Anyway, it seems to me that if you write down models with a simple, precisely specified model for adaptive expectations, with fixed lags etc. etc., it won't fit the data very well. But things like Bayesian priors and inattention will create learning effects that make expectations look like they have an adaptive component. People don't use Friedman-style adaptive expectations in models anymore, but A) it's unclear whether what they do use works well, and B) more sophisticated learning-based models seem to be popular. So this seems like a case where a simple Friedman idea contains an important principle that shouldn't be taken too far, and inspired a line of work that is interesting and still in progress.
Grade: B
9. Friedman-Savage Utility Function
Most decision theory researchers now realize that risk aversion can be positive or negative depending on the size of the gamble. Friedman's specific form for the utility of consumption is probably not that useful, but the basic idea - which has persisted into theories like prospect theory, salience theory, and others - is sound. People definitely do seem to buy both life insurance and lottery tickets.
Grade: B
10. Friedman Test
Sure, looks legit.
Grade: A
Overall Grade: C+
Friedman's macro ideas were enormously influential, and probably made very crucial points at the time they were introduced. However, they suffer from one fatal flaw: They are macro ideas. Macreconomics does not easily yield its truths to the probing mind, given uninformative data and the complexity of the thing. Plus, it's likely that big structural changes make it such that the discipline has few eternal verities - what describes the economy well in 1976 might have little to do with the events of 2016. So while "C+" looks like a harsh grade, I'm not sure what other macroeconomic thinker has done better. My favorite macroeconomists, like Bob Hall or Chris Sims, tend to be much more cautious and circumspect than Friedman - the smartest researchers seem to have realized that big, Friedman-style ideas will almost always fail to a substantial degree.
The main thing people know about Friedman is "inflation is always and everywhere a monetary phenomenon". You justly called it his most famous idea.
I pretty much think it's wrong.
Sure - print tons of money, don't increase supply of goods/services and you're bound to get some inflation at some point (though, the collapse in the velocity of money will work very hard against you ; so printing isn't everything - as we saw with QE. Giving money to bankers doesn't do jack shit to standard everyday prices. Asset prices otoh...)
So already we got qualifiers.
And that's before we get into things like supply shocks that can generate inflation, whatever the money supply or money printing powers do.
Also note the difference (for inflation) between the QE stuff by the Central Banks and the fiscal spending/COVID relief done by the governments.
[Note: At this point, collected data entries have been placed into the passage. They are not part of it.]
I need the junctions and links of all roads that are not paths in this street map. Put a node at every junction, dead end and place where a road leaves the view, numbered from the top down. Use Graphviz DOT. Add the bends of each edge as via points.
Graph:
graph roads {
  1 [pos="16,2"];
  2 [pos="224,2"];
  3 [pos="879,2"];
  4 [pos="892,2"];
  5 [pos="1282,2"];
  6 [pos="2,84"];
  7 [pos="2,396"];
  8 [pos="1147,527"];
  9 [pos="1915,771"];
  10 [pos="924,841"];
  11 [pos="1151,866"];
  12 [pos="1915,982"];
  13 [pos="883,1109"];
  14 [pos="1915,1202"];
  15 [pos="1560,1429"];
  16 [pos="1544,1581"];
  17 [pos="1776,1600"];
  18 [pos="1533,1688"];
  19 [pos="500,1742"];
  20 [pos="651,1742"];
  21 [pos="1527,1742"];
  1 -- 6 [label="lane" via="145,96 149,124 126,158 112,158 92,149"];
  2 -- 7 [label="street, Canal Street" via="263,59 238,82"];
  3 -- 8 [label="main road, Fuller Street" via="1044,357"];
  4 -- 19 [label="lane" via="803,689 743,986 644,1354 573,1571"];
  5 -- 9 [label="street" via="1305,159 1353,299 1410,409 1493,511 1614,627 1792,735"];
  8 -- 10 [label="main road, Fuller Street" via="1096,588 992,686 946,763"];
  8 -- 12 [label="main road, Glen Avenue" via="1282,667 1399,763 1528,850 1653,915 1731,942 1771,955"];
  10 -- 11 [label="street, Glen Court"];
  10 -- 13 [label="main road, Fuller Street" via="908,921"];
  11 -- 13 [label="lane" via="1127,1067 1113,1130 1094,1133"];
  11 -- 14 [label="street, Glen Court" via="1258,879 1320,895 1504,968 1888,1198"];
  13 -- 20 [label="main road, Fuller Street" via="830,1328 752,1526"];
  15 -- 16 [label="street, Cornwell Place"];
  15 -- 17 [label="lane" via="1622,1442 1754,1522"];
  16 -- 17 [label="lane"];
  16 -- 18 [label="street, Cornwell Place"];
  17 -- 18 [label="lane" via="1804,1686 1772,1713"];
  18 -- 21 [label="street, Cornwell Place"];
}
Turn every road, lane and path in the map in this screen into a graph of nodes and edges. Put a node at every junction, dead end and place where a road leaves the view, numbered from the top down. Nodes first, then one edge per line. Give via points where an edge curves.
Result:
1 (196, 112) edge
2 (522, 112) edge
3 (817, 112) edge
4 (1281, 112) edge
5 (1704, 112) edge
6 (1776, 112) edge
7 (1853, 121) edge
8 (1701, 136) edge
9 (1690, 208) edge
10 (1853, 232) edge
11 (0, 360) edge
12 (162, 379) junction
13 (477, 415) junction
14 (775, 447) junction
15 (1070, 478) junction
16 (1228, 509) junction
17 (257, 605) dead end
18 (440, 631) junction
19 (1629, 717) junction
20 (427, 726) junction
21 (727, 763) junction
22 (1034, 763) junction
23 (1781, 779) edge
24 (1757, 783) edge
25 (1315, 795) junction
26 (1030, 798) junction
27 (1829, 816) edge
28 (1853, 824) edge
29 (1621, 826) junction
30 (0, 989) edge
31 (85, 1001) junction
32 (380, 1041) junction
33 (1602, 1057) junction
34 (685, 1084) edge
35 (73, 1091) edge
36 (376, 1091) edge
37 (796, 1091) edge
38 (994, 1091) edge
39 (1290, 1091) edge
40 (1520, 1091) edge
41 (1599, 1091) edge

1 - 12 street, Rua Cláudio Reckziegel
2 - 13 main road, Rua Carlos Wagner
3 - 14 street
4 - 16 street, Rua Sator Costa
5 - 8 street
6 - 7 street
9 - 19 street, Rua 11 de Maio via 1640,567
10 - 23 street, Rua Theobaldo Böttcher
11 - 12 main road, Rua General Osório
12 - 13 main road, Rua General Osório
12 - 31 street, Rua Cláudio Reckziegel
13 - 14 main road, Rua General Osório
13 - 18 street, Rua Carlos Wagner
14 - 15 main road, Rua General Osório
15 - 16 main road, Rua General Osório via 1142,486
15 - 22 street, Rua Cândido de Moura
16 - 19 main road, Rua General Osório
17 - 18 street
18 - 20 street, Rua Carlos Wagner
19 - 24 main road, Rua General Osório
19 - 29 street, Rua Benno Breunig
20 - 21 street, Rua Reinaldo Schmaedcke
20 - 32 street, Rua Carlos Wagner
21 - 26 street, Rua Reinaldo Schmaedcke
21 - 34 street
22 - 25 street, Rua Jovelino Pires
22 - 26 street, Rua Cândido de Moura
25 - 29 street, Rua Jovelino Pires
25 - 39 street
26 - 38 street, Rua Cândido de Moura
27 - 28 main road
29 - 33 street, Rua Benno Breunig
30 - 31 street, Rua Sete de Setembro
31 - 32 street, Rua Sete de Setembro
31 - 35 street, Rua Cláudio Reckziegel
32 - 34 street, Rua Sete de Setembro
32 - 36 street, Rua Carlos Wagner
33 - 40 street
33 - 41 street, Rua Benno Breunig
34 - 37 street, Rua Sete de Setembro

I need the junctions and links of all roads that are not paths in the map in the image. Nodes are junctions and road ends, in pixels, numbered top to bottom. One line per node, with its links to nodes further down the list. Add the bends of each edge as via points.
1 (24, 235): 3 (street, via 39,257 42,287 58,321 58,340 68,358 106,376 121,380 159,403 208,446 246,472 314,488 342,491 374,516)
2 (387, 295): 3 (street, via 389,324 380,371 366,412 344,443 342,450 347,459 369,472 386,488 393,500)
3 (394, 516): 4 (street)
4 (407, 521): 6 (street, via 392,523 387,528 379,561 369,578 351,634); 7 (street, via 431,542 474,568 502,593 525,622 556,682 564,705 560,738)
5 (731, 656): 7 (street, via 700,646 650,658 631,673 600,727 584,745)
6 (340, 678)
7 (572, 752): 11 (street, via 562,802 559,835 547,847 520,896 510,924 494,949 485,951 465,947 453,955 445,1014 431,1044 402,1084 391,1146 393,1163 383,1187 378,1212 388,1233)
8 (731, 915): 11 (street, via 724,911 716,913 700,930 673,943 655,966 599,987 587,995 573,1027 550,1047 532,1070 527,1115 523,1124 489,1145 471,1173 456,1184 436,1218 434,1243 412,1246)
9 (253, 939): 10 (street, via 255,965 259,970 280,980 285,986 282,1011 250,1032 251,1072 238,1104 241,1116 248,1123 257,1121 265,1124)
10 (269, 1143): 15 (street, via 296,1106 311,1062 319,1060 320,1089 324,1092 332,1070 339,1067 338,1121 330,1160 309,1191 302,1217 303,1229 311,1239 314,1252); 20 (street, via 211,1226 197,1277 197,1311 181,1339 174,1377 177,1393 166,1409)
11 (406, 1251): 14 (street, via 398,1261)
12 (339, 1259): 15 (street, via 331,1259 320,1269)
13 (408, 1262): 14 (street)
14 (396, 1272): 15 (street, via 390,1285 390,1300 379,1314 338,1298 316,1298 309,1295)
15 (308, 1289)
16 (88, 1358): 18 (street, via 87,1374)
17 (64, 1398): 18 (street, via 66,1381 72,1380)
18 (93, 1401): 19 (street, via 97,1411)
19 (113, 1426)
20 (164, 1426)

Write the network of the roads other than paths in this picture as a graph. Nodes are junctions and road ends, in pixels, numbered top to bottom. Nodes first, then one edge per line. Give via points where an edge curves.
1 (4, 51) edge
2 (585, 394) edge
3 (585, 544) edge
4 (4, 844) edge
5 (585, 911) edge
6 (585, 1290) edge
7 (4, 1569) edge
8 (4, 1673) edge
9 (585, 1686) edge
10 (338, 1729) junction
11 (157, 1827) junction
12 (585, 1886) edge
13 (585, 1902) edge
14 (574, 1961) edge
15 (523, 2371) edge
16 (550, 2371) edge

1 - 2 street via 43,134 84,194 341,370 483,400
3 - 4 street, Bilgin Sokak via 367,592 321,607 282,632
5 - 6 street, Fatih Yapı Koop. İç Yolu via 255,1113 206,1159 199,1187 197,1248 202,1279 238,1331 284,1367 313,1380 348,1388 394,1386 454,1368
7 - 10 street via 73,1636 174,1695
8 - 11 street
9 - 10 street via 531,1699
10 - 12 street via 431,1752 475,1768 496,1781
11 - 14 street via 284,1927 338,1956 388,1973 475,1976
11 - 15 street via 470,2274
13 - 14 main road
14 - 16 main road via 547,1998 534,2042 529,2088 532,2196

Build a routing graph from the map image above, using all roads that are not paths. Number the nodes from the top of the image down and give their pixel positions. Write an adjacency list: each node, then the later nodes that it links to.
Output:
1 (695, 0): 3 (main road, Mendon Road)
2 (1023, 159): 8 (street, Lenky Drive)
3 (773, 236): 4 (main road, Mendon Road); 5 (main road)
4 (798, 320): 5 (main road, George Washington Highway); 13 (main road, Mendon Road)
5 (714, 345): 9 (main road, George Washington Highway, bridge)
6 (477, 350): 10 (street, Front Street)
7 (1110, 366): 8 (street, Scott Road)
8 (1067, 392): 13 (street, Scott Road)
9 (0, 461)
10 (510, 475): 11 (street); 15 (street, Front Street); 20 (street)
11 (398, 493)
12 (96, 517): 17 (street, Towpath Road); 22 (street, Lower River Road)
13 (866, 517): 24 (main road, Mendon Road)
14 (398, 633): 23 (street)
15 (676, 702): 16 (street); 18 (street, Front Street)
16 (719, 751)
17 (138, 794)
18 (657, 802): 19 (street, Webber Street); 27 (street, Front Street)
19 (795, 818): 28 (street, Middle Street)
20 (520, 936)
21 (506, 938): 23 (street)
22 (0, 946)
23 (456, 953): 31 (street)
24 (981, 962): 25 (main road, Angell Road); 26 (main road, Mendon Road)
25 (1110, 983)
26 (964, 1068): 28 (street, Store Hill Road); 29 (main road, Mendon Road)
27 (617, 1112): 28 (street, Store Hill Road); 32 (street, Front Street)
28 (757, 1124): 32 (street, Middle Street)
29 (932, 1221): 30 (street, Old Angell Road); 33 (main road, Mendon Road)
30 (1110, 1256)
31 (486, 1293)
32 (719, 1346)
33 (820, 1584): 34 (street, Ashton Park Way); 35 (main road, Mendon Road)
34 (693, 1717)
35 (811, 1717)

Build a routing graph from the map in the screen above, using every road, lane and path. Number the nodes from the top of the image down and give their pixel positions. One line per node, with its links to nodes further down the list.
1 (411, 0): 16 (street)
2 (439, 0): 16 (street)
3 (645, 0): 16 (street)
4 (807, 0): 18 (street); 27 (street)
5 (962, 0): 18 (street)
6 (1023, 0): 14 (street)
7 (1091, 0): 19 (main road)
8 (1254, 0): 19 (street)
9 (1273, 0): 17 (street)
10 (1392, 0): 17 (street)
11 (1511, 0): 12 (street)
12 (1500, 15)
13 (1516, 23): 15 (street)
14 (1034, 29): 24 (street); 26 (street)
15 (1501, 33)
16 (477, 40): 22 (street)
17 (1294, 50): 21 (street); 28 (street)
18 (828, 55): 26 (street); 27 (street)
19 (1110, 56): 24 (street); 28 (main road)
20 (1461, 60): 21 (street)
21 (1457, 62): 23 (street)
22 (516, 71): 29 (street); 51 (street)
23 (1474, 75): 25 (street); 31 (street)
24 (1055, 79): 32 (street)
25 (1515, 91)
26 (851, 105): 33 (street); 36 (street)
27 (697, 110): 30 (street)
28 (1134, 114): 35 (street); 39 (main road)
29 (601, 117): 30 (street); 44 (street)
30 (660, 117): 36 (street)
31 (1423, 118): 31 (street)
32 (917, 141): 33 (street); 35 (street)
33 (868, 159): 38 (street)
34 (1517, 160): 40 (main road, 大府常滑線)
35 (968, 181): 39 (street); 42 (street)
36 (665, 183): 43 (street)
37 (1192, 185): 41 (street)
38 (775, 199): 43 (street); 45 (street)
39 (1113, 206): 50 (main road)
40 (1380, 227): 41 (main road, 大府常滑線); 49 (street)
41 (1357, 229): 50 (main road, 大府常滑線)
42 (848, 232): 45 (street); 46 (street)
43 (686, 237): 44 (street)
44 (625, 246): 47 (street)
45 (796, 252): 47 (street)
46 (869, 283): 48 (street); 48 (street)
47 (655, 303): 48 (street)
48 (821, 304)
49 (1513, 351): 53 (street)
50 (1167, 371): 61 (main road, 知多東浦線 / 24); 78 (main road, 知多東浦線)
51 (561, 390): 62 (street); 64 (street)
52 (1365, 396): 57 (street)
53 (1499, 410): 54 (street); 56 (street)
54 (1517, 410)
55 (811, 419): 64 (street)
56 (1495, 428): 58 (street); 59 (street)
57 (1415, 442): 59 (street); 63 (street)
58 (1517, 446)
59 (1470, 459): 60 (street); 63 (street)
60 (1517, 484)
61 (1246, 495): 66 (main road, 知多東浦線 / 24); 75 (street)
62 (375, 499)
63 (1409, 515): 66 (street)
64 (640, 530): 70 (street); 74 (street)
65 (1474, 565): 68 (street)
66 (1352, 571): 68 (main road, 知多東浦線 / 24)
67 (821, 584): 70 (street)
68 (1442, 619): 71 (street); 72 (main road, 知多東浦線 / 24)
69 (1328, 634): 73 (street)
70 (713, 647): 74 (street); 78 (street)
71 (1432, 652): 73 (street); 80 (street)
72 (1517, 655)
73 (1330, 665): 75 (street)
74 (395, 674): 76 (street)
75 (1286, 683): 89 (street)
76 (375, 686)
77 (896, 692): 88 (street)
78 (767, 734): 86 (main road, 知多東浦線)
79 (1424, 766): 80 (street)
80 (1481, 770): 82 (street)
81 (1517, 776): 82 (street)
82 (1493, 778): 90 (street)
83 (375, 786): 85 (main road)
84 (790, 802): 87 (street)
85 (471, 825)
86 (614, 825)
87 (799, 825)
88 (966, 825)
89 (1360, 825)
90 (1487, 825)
One generated at most "asset inflation", invisible by and large to the CPI or PCE while the other has gotten us an honest to God inflation crisis.
Now, you can say that the fiscal powers can only send money to people because the CB enables it by printing money but this is getting stupid/tautological. Inflation is not always and everywhere a monetary phenomenon. Indeed, it seems to be the exception rather than the norm, at least for the last 40-50 years in developed countries.
I'm skeptical of economics as a discrete branch of human thought, yet nonetheless have spent decades reading through the greats (as a lay person), from Hayek and Friedman, Adam Smith and Ricardo, Keynes and Galbraith, to Marx and neo Marxists, Lenin and Mao and MMTers.
I come to the Tolstoyian resignation that it's all so complicated, we're better off calling it God's Will, making our propitiations, keeping our heads down, and plodding on.
So I figure I should comment when I like one of your articles and say so. This analysis is more than silly spreadsheetery and humble enough to be harmless. I think grading Uncle Miltie as C-level work is fair and instructive.